Fig. 1 illustrates a system for predicting activity based on molecular SMILES expression semantic analysis of two-way long-short memory core fragment recognition according to one embodiment of the present invention. The system comprises a data preprocessing unit 101, a data encoding unit 102, a bidirectional long-short memory core segment recognition 103 and a classification regressor 104. The specific functions of the data preprocessing unit 101, the data encoding unit 102, the bidirectional long-short memory core fragment recognition 103, and the classification regressor 104 will be described below in conjunction with a method of semantic analysis prediction activity of a molecular SMILES expression based on bidirectional long-short memory core fragment recognition.
Fig. 2 shows a flowchart of a method for predicting activity based on molecular SMILES expression semantic analysis of two-way long-short memory core fragment recognition according to an embodiment of the present invention.
First, at step 110, a data set is acquired.
In embodiments of the invention, the data set may comprise three open source data sets, including the DUD-E sample data set disclosed in the documents Directory of usefull records, enhanced (DUD-E): beta ligands and records for beta bearing marking.J.Med.chem.2012,55,6582-6594.Doi:10.1021/jm 300687E; drugefficcy activity data set disclosed in the literature of chemical starting points for anti-mental medical introduction, Nature 2010,465,305-310.Doi:10.1038/nature09107, and HIV activity data set derived from the AIDS antibody screening Drug Treatment Program (DTP) AIDS anti viral Screen. The data set details are shown in table 1 below:
Figure BDA0002510735230000071
TABLE 1 basic information of the three public data sets
The above embodiments give three examples of data sets, and it should be clear to those skilled in the art that other data sets can be obtained by the present invention.
Generally, a compound is a positive sample of a biological activity prediction task, as long as the corresponding biological activity of the compound is reported in the literature. Multiple different biological activities in the same data set, DUD-E, require the establishment of multiple predictive tasks, belonging to a multi-classification task. While the Drug efficacy data with the explicit EC50 data value is set up as a regression task. The table details the total data amount and the distribution of positive and negative samples for all data sets.

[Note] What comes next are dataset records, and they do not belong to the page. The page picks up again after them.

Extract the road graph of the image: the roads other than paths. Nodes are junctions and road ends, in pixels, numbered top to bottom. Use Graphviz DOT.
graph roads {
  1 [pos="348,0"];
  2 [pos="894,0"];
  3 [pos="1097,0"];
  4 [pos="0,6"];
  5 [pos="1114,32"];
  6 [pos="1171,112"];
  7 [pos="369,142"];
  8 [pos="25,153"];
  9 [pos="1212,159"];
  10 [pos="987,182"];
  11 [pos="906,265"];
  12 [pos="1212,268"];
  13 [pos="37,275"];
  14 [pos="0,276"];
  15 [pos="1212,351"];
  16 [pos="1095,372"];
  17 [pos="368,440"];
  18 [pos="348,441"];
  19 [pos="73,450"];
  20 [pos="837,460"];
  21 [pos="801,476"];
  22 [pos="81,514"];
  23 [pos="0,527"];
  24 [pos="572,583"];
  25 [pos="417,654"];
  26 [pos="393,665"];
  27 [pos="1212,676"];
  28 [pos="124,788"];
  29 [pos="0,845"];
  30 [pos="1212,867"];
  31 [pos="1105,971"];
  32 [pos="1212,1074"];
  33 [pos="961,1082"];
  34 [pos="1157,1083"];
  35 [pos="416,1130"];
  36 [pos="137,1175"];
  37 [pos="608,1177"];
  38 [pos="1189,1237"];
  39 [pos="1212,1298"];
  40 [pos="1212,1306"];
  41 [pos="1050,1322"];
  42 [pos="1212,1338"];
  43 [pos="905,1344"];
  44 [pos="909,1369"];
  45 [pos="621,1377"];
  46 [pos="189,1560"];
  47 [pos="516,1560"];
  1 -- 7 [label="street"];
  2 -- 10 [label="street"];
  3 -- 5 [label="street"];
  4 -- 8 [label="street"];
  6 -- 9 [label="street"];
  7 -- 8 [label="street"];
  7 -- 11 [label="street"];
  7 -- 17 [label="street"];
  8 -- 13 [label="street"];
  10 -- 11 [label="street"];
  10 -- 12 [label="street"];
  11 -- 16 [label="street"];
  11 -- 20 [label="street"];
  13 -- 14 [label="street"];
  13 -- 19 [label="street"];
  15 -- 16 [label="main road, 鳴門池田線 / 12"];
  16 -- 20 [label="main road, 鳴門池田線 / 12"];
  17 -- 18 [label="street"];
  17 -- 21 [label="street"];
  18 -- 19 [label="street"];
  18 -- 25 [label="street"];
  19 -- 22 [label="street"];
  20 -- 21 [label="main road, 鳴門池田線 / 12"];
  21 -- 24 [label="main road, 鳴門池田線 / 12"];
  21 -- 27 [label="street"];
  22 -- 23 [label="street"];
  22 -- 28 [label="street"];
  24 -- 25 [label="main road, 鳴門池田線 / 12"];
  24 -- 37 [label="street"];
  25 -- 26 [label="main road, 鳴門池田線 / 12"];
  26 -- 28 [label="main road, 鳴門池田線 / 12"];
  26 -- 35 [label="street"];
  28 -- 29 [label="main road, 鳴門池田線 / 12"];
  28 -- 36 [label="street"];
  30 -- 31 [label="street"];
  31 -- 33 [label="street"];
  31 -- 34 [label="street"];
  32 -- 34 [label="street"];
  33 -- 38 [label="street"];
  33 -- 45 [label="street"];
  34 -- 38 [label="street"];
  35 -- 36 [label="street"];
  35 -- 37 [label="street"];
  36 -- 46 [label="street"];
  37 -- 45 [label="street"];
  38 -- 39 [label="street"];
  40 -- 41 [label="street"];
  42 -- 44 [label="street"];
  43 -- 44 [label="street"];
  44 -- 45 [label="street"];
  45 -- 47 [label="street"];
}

According to the detailed information of the data set, three data acquisition modes are divided into three different modeling tasks and modes, namely multi-classification, two-classification and regression, and training and prediction are respectively carried out.
The three data sets are respectively divided into a Training set (Training set), a verification set (Validation set) and a Test set (Test set) according to a certain proportion. The corresponding model is first trained using a Training set (Training set) and a Validation set (Validation set), and then evaluated using a Test set (Test set). In this process, it is guaranteed that no data leakage occurs, which may make the test result high. Specifically, the following equation is ensured to hold:
Figure BDA0002510735230000081
Figure BDA0002510735230000082
where Φ represents an empty set.
To ensure that both are true, the entire data set is preprocessed at step 120. In an embodiment of the invention, the preprocessing of the entire data set includes a normalization process and a de-duplication process.
The data processing flow will be described in detail below based on the above.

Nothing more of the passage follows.